On Sullivan’s participation in the Sarah-Bristol-Trig Palin controversy:
Andrew Sullivan immediately leaped into the fray. Unlike the rest of these non-experts, many of whom began to back off of the story when word emerged that Mrs. Palin’s daughter was pregnant and had been close to the time of Trig’s birth, Sullivan, who apparently received a secret medical degree while attending Harvard, began obsessively following this story, turning the Atlantic from a fairly uninteresting opinion website into a leading journal of gynecology and obstetrics. Rarely in human history has a gay man been that obsessed with a married woman’s vagina.
On Sullivan’s views about the Catholic Church:
Sullivan sees deep plans within plans, and lives by undercurrents the likes of which we mere mortals cannot fathom; is it any wonder that his break with any apparent connection with Catholic teaching or thought, Scripture, and reality came when he perceived a great teaching moment on Benedict XVI’s ascension? Certainly not, because if there is anything about which we can be certain, it is that Sullivan is as constant as the polar ice.
Sullivan’s problem with pre-35th Century Catholicism, he has repeatedly assured his readers, is in its offenses against human dignity, human dignity only usually being a code word for sodomy.

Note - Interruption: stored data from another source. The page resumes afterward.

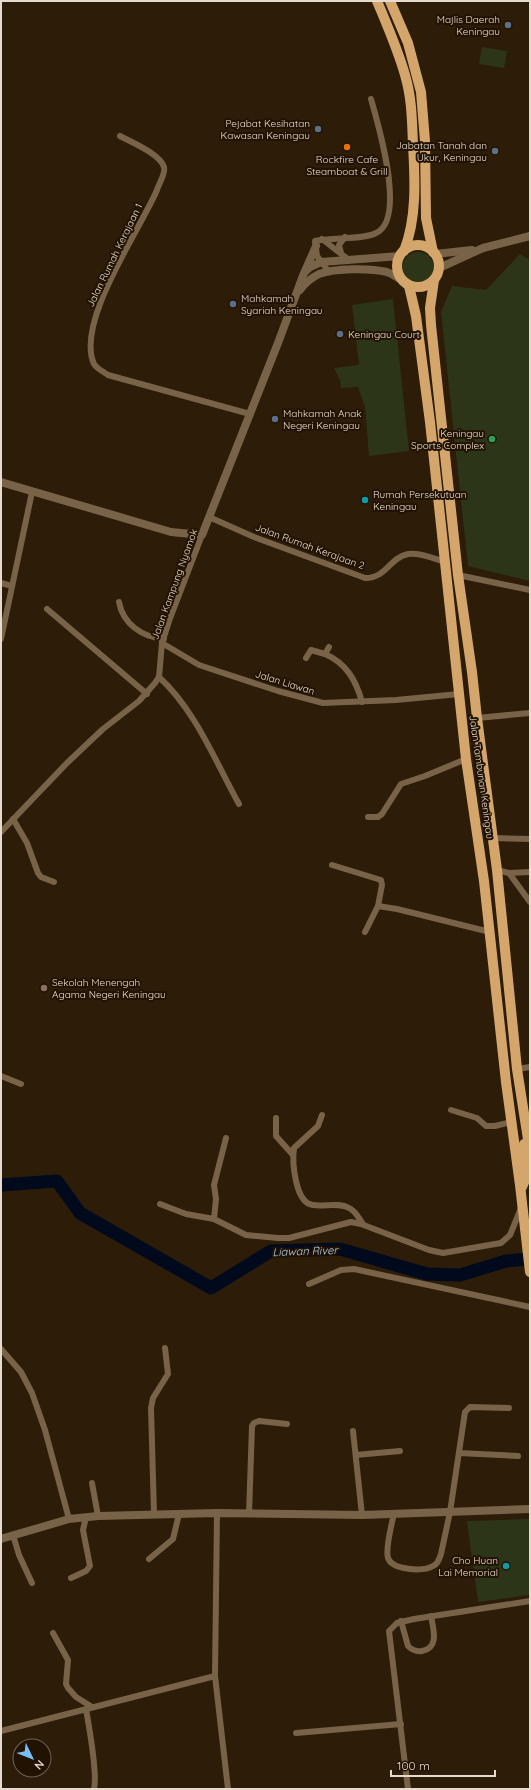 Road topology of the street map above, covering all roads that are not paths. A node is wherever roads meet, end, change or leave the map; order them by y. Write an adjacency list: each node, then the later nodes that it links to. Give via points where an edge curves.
1 (377, 1): 11 (main road, via 405,75 411,105 414,202 412,228)
2 (390, 1): 9 (main road, via 408,43 421,92 426,218)
3 (371, 99): 6 (street, via 386,161 389,214 386,224 376,233)
4 (120, 136): 20 (street, Jalan Rumah Kerajaan 1, via 158,157 164,167 164,173 96,312 92,335 95,365 108,375)
5 (530, 236): 8 (street)
6 (345, 237): 7 (street); 10 (street, via 339,245)
7 (318, 242): 10 (street); 13 (street, via 317,256); 16 (street, Jalan Kampung Nyamok)
8 (483, 248): 9 (street); 14 (street)
9 (434, 253): 11 (main road, via 428,248 416,246); 14 (main road)
10 (342, 254): 12 (street)
11 (402, 254): 12 (street); 18 (main road, via 397,270)
12 (350, 261): 13 (street)
13 (321, 262): 15 (street); 16 (street)
14 (439, 268): 17 (main road)
15 (329, 272): 18 (street, Jalan Kampung Nyamok, via 378,270 392,274); 19 (street, Jalan Kampung Nyamok, via 309,280)
16 (304, 273): 19 (street, Jalan Kampung Nyamok)
17 (434, 280): 18 (main road, via 422,287); 26 (main road, Jalan Tambunan Keningau, via 430,308 431,325)
18 (406, 284): 25 (main road, Jalan Tambunan Keningau, via 416,316)
19 (297, 294): 20 (street, Jalan Kampung Nyamok)
20 (250, 414): 23 (street, Jalan Kampung Nyamok)
21 (1, 482): 22 (street)
22 (32, 492): 24 (street, via 171,532); 28 (street)
23 (209, 517): 24 (street, Jalan Kampung Nyamok); 25 (street, Jalan Rumah Kerajaan 2, via 254,537 365,578 378,577 401,557 410,554)
24 (202, 535): 34 (street, Jalan Kampung Nyamok)
25 (446, 562): 40 (main road, Jalan Tambunan Keningau)
26 (458, 575): 29 (street); 43 (main road, Jalan Tambunan Keningau)
27 (1, 583): 28 (street)
28 (12, 586): 32 (street)
29 (530, 590)
30 (119, 602): 34 (street, Jalan Liawan, via 126,620 143,634)
31 (47, 608): 39 (street)
32 (2, 629): 33 (street)
33 (1, 639)
34 (163, 641): 38 (street, Jalan Kampung Nyamok); 41 (street, Jalan Liawan, via 199,666 296,697 323,703)
35 (329, 647): 36 (street)
36 (325, 654): 37 (street, via 311,650); 41 (street, via 348,670 358,686)
37 (306, 658)
38 (159, 677): 39 (street); 45 (street, via 177,694 191,716)
39 (147, 694): 47 (street, via 83,747)
40 (459, 694): 41 (street, Jalan Liawan); 44 (main road, Jalan Tambunan Keningau)
41 (362, 702)
42 (530, 713): 43 (street)
43 (477, 718): 49 (main road, Jalan Tambunan Keningau)
44 (466, 759): 46 (street, via 401,784 382,814 378,817); 59 (main road, Jalan Tambunan Keningau)
45 (238, 804)
46 (368, 817)
47 (13, 819): 48 (street); 55 (street, via 27,843 38,873 41,877)
48 (1, 832)
49 (492, 838): 50 (street); 52 (main road, Jalan Tambunan Keningau)
50 (530, 838)
51 (332, 866): 57 (street, via 381,880)
52 (497, 870): 54 (street); 61 (main road, Jalan Tambunan Keningau)
53 (530, 872): 54 (street)
54 (509, 873): 56 (street)
55 (54, 882)
56 (530, 902)
57 (378, 906): 58 (street); 59 (street)
58 (366, 932)
59 (490, 932): 67 (main road, Jalan Tambunan Keningau)
60 (530, 1068): 61 (street)
61 (517, 1069): 68 (main road, Jalan Tambunan Keningau)
62 (1, 1076): 63 (street)
63 (21, 1084)
64 (451, 1110): 67 (street, via 476,1118 486,1126)
65 (322, 1115): 71 (street, via 318,1126 294,1148)
66 (276, 1118): 71 (street, via 276,1136)
67 (511, 1122): 72 (main road, Jalan Tambunan Keningau)
68 (527, 1124): 70 (main road, Jalan Tambunan Keningau); 72 (main road, via 524,1151 526,1178)
69 (226, 1138): 75 (street, via 214,1185)
70 (530, 1152)
71 (293, 1155): 76 (street, via 299,1193 305,1202 312,1205 349,1207)
72 (521, 1189): 74 (main road, Jalan Tambunan Keningau)
73 (160, 1204): 75 (street, via 186,1214)
74 (522, 1204): 76 (street, via 512,1231 502,1243 443,1253); 77 (main road, Jalan Tambunan Keningau)
75 (214, 1219): 76 (street, via 246,1235 278,1238 289,1238 345,1222)
76 (363, 1224)
77 (530, 1272)
78 (309, 1284): 79 (street, via 340,1270 354,1269)
79 (530, 1307)
80 (165, 1348): 94 (street, via 168,1374 153,1398 151,1408)
81 (1, 1349): 100 (street, via 21,1372 32,1393 45,1430)
82 (509, 1408): 86 (street, via 466,1409)
83 (287, 1424): 96 (street, via 259,1422 252,1426)
84 (354, 1431): 87 (street)
85 (400, 1451): 87 (street)
86 (459, 1453): 88 (street); 91 (street)
87 (356, 1455): 97 (street)
88 (518, 1456)
89 (92, 1483): 98 (street)
90 (530, 1509): 91 (street)
91 (450, 1512): 93 (street); 93 (street, via 439,1560 433,1567 419,1570 397,1566 388,1560 387,1552)
92 (217, 1513): 95 (street); 96 (street); 110 (street)
93 (394, 1513): 97 (street)
94 (154, 1514): 95 (street); 98 (street)
95 (180, 1514): 103 (street, via 173,1539)
96 (249, 1514): 97 (street)
97 (362, 1515)
98 (98, 1516): 99 (street)
99 (86, 1517): 100 (street); 104 (street, via 83,1530 90,1566 86,1571)
100 (69, 1519): 101 (street)
101 (13, 1535): 102 (street); 105 (street)
102 (1, 1539)
103 (149, 1559)
104 (71, 1578)
105 (32, 1583)
106 (530, 1601): 107 (street)
107 (431, 1616): 108 (street); 108 (street, via 434,1639 427,1650 416,1651 408,1646)
108 (401, 1621): 112 (street, via 393,1625 389,1634)
109 (53, 1633): 111 (street, via 68,1660 66,1684)
110 (215, 1676): 111 (street); 116 (street)
111 (89, 1708): 113 (street); 115 (street)
112 (401, 1724): 114 (street); 117 (street)
113 (1, 1731)
114 (296, 1733)
115 (94, 1789)
116 (228, 1789)
117 (408, 1789)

On Sullivan’s thoughts about The Jews:
One sign of a writer’s mental disfigurement, laziness, undiagnosed psychoses, or, obviously in the case of Sullivan, inhuman insight, is the gradual realization that the term “neoconservative” is a useful stand-in for “Jews whose loyalty belongs first to Israel, and then to the United States, if at all.” Sullivan has clearly reached this point, as one can note from some of his most recent thoughts...
Surely Sullivan, keen observer of men, sees what we cannot: That the Jews (or rather, a subset of American Jews) are in close collaboration with Israel, are working to undermine our brave President’s policy of allowing Iranians to die in their streets, never understanding that President Obama’s indifference is actually a brilliant ploy to force the theocrats of Iran to spontaneously step down and allow a thousand fabulous flowers to bloom. You see, he’s clearly not taking issue with the “neocons” for wanting to toss out the clerics; he discerns that because of their love of blood-of-Gentile pastries and determination to overtly strike out at theocrats, dictators, and Palestinian children, they’re being counterproductive.
The whole thing is brutal. And brutally funny.